▶ [The task]
Output all the entries word for word. Omit the pictures.

Collected data:
=== Section Start ===

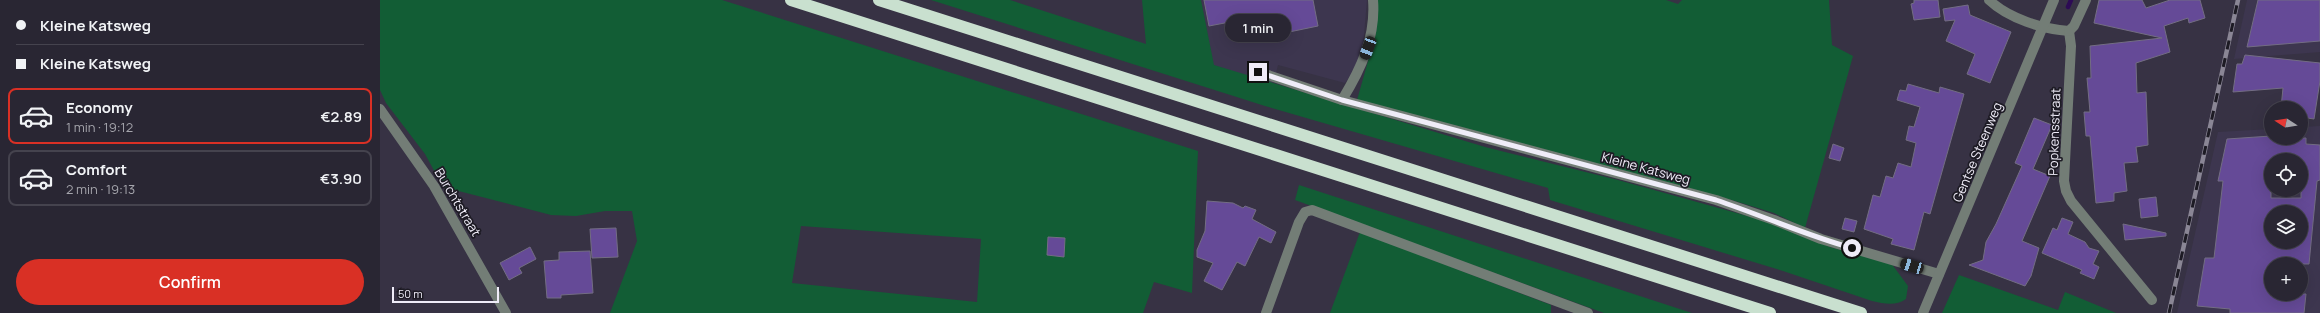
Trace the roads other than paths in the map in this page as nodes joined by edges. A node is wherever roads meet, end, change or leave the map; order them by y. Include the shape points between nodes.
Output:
1 (791, 0) edge
2 (879, 0) edge
3 (1373, 0) edge
4 (1989, 0) edge
5 (2054, 0) edge
6 (2086, 0) edge
7 (2044, 26) junction
8 (2069, 31) junction
9 (1258, 72) dead end
10 (1342, 100) junction
11 (380, 108) edge
12 (1939, 274) junction
13 (2152, 300) dead end
14 (506, 313) edge
15 (1266, 313) edge
16 (1588, 313) edge
17 (1770, 313) edge
18 (1861, 313) edge
19 (1923, 313) edge

1 - 17 highway
2 - 18 highway
3 - 10 street via 1368,48 1358,74
4 - 7 street via 2013,16
5 - 7 street, Gentse Steenweg
6 - 8 street
7 - 8 street
7 - 12 street, Gentse Steenweg
8 - 13 street, Popkensstraat via 2071,46 2064,181 2066,191 2071,201
9 - 10 street, Kleine Katsweg
10 - 12 street, Kleine Katsweg via 1716,200 1821,239
11 - 14 street, Burchtstraat via 434,186
12 - 19 street, Gentse Steenweg
15 - 16 street via 1299,222 1305,212 1312,210

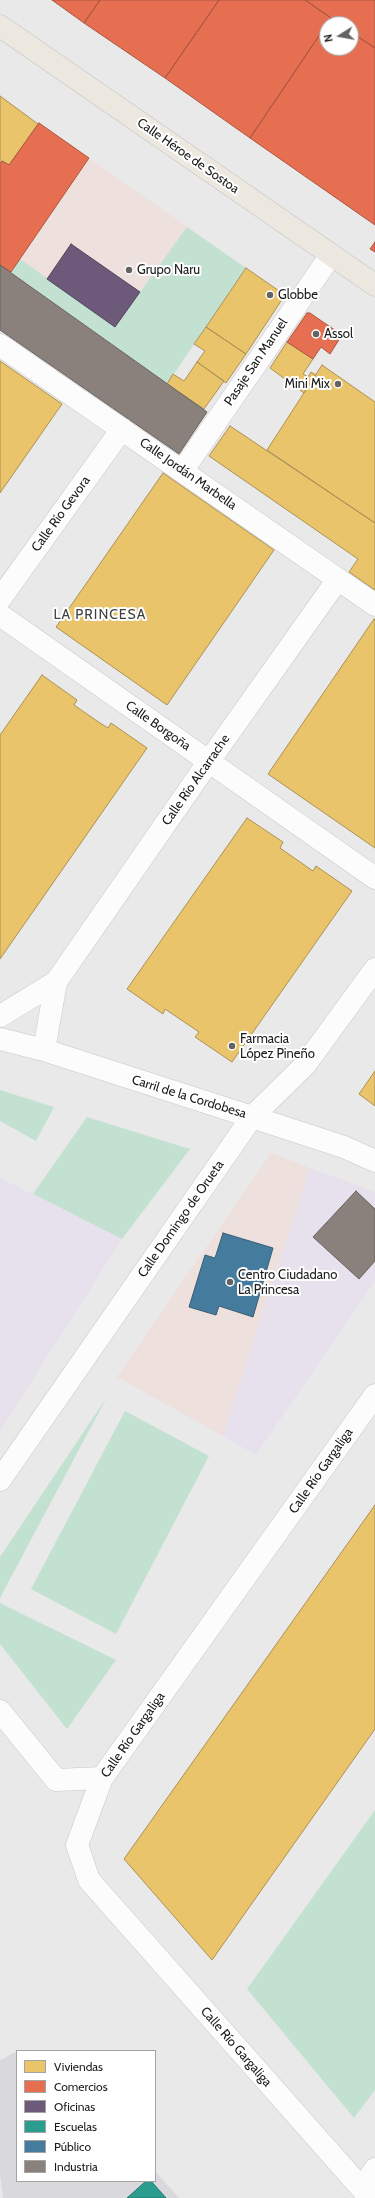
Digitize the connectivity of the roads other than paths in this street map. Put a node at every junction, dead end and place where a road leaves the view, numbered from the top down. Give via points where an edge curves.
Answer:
1 (0, 26) edge
2 (331, 255) junction
3 (375, 285) edge
4 (0, 345) edge
5 (122, 429) junction
6 (183, 470) junction
7 (338, 579) junction
8 (0, 600) edge
9 (375, 605) edge
10 (3, 625) edge
11 (209, 761) junction
12 (375, 878) edge
13 (375, 969) edge
14 (56, 982) junction
15 (0, 1016) edge
16 (0, 1040) edge
17 (44, 1050) junction
18 (252, 1117) junction
19 (375, 1161) edge
20 (375, 1395) edge
21 (0, 1480) edge
22 (0, 1711) edge
23 (102, 1778) junction
24 (375, 2169) edge
25 (366, 2193) edge

1 - 2 main road, Calle Héroe de Sostoa
2 - 3 main road, Calle Héroe de Sostoa
2 - 6 street, Pasaje San Manuel
4 - 5 street, Calle Jordán Marbella
5 - 6 street, Calle Jordán Marbella
5 - 8 street, Calle Río Gevora
6 - 7 street, Calle Jordán Marbella
7 - 9 street, Calle Jordán Marbella
7 - 11 street, Calle Río Alcarrache
10 - 11 street, Calle Borgoña
11 - 12 street, Calle Borgoña
11 - 14 street, Calle Río Alcarrache
13 - 18 street, Calle Domingo de Orueta via 305,1064
14 - 15 street, Calle Río Alcarrache
14 - 17 street, Calle Río Alcarrache
16 - 17 street, Carril de la Cordobesa
17 - 18 street, Carril de la Cordobesa
18 - 19 street, Carril de la Cordobesa via 344,1147
18 - 21 street, Calle Domingo de Orueta
20 - 23 street, Calle Río Gargaliga
22 - 23 street via 56,1780
23 - 25 street, Calle Río Gargaliga via 77,1845 89,1880
24 - 25 street

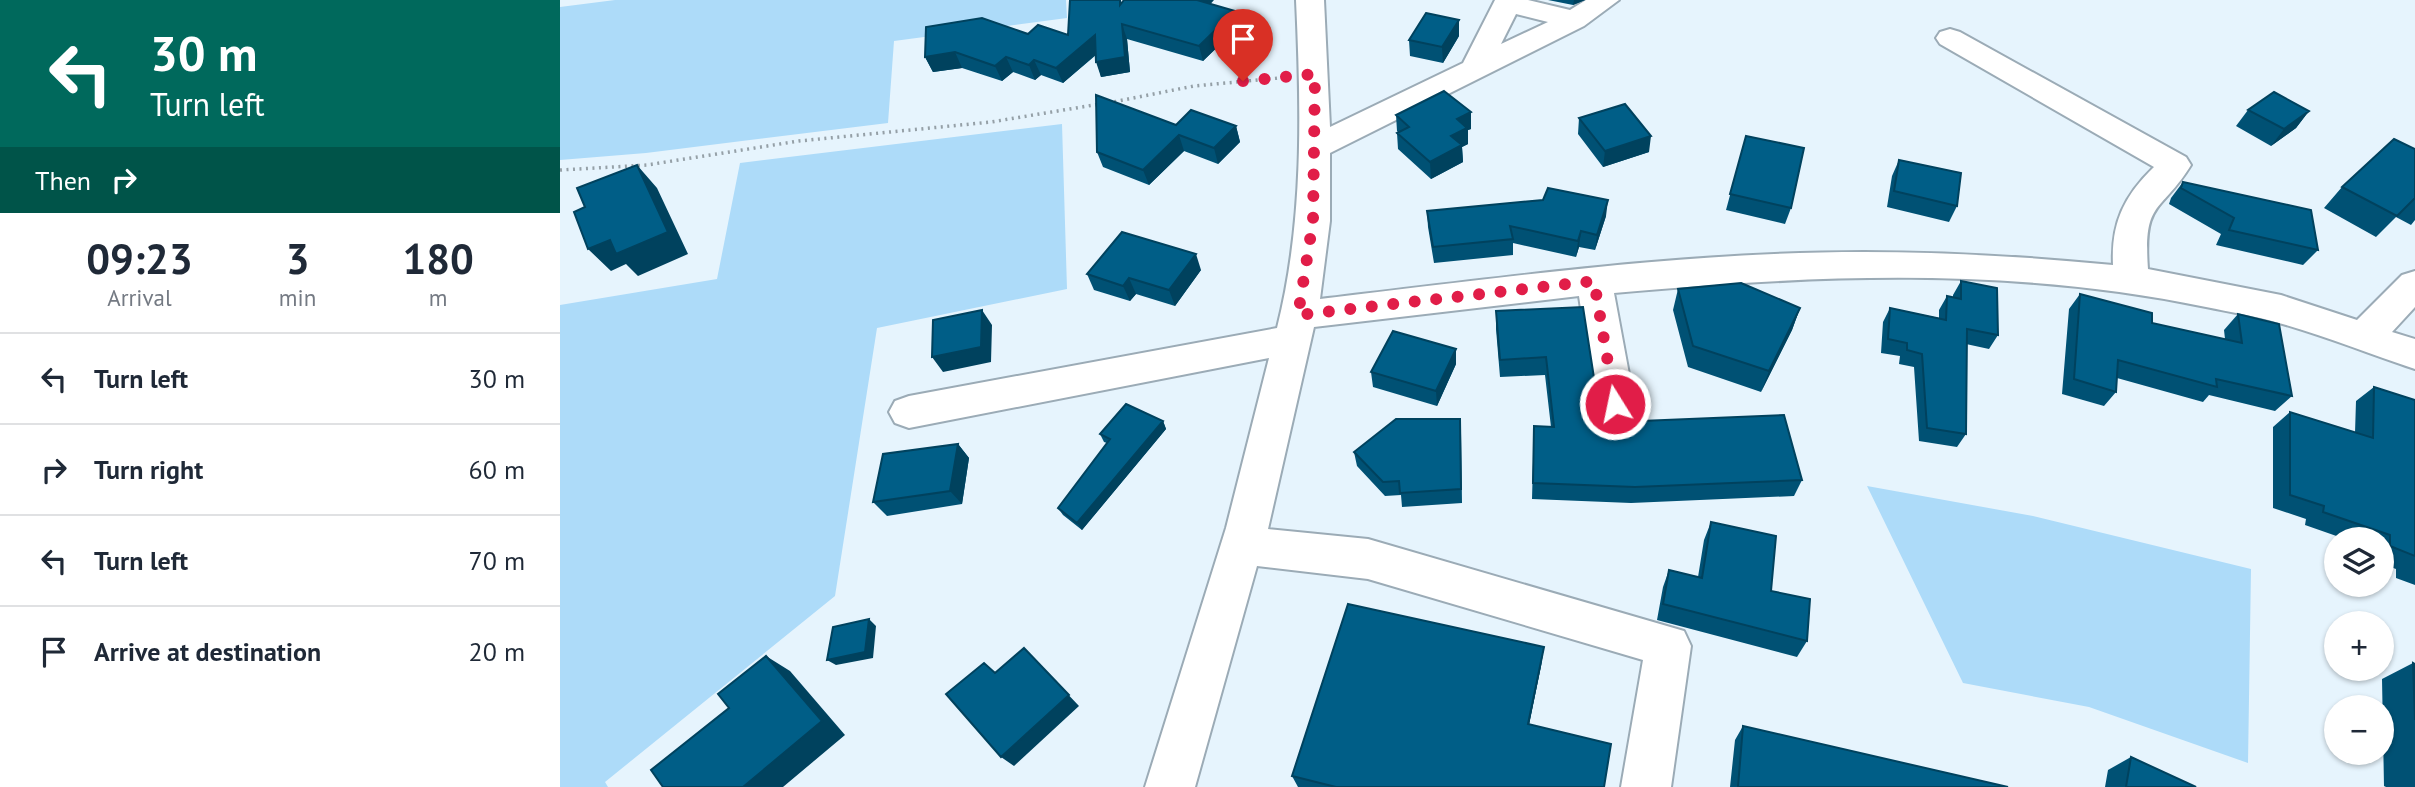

=== Section End ===

▶ [Answer to the exercise]
Trace the roads other than paths in the map in this page as nodes joined by edges. A node is wherever roads meet, end, change or leave the map; order them by y. Include the shape points between nodes.
Output:
1 (791, 0) edge
2 (879, 0) edge
3 (1373, 0) edge
4 (1989, 0) edge
5 (2054, 0) edge
6 (2086, 0) edge
7 (2044, 26) junction
8 (2069, 31) junction
9 (1258, 72) dead end
10 (1342, 100) junction
11 (380, 108) edge
12 (1939, 274) junction
13 (2152, 300) dead end
14 (506, 313) edge
15 (1266, 313) edge
16 (1588, 313) edge
17 (1770, 313) edge
18 (1861, 313) edge
19 (1923, 313) edge

1 - 17 highway
2 - 18 highway
3 - 10 street via 1368,48 1358,74
4 - 7 street via 2013,16
5 - 7 street, Gentse Steenweg
6 - 8 street
7 - 8 street
7 - 12 street, Gentse Steenweg
8 - 13 street, Popkensstraat via 2071,46 2064,181 2066,191 2071,201
9 - 10 street, Kleine Katsweg
10 - 12 street, Kleine Katsweg via 1716,200 1821,239
11 - 14 street, Burchtstraat via 434,186
12 - 19 street, Gentse Steenweg
15 - 16 street via 1299,222 1305,212 1312,210

Digitize the connectivity of the roads other than paths in this street map. Put a node at every junction, dead end and place where a road leaves the view, numbered from the top down. Give via points where an edge curves.
Answer:
1 (0, 26) edge
2 (331, 255) junction
3 (375, 285) edge
4 (0, 345) edge
5 (122, 429) junction
6 (183, 470) junction
7 (338, 579) junction
8 (0, 600) edge
9 (375, 605) edge
10 (3, 625) edge
11 (209, 761) junction
12 (375, 878) edge
13 (375, 969) edge
14 (56, 982) junction
15 (0, 1016) edge
16 (0, 1040) edge
17 (44, 1050) junction
18 (252, 1117) junction
19 (375, 1161) edge
20 (375, 1395) edge
21 (0, 1480) edge
22 (0, 1711) edge
23 (102, 1778) junction
24 (375, 2169) edge
25 (366, 2193) edge

1 - 2 main road, Calle Héroe de Sostoa
2 - 3 main road, Calle Héroe de Sostoa
2 - 6 street, Pasaje San Manuel
4 - 5 street, Calle Jordán Marbella
5 - 6 street, Calle Jordán Marbella
5 - 8 street, Calle Río Gevora
6 - 7 street, Calle Jordán Marbella
7 - 9 street, Calle Jordán Marbella
7 - 11 street, Calle Río Alcarrache
10 - 11 street, Calle Borgoña
11 - 12 street, Calle Borgoña
11 - 14 street, Calle Río Alcarrache
13 - 18 street, Calle Domingo de Orueta via 305,1064
14 - 15 street, Calle Río Alcarrache
14 - 17 street, Calle Río Alcarrache
16 - 17 street, Carril de la Cordobesa
17 - 18 street, Carril de la Cordobesa
18 - 19 street, Carril de la Cordobesa via 344,1147
18 - 21 street, Calle Domingo de Orueta
20 - 23 street, Calle Río Gargaliga
22 - 23 street via 56,1780
23 - 25 street, Calle Río Gargaliga via 77,1845 89,1880
24 - 25 street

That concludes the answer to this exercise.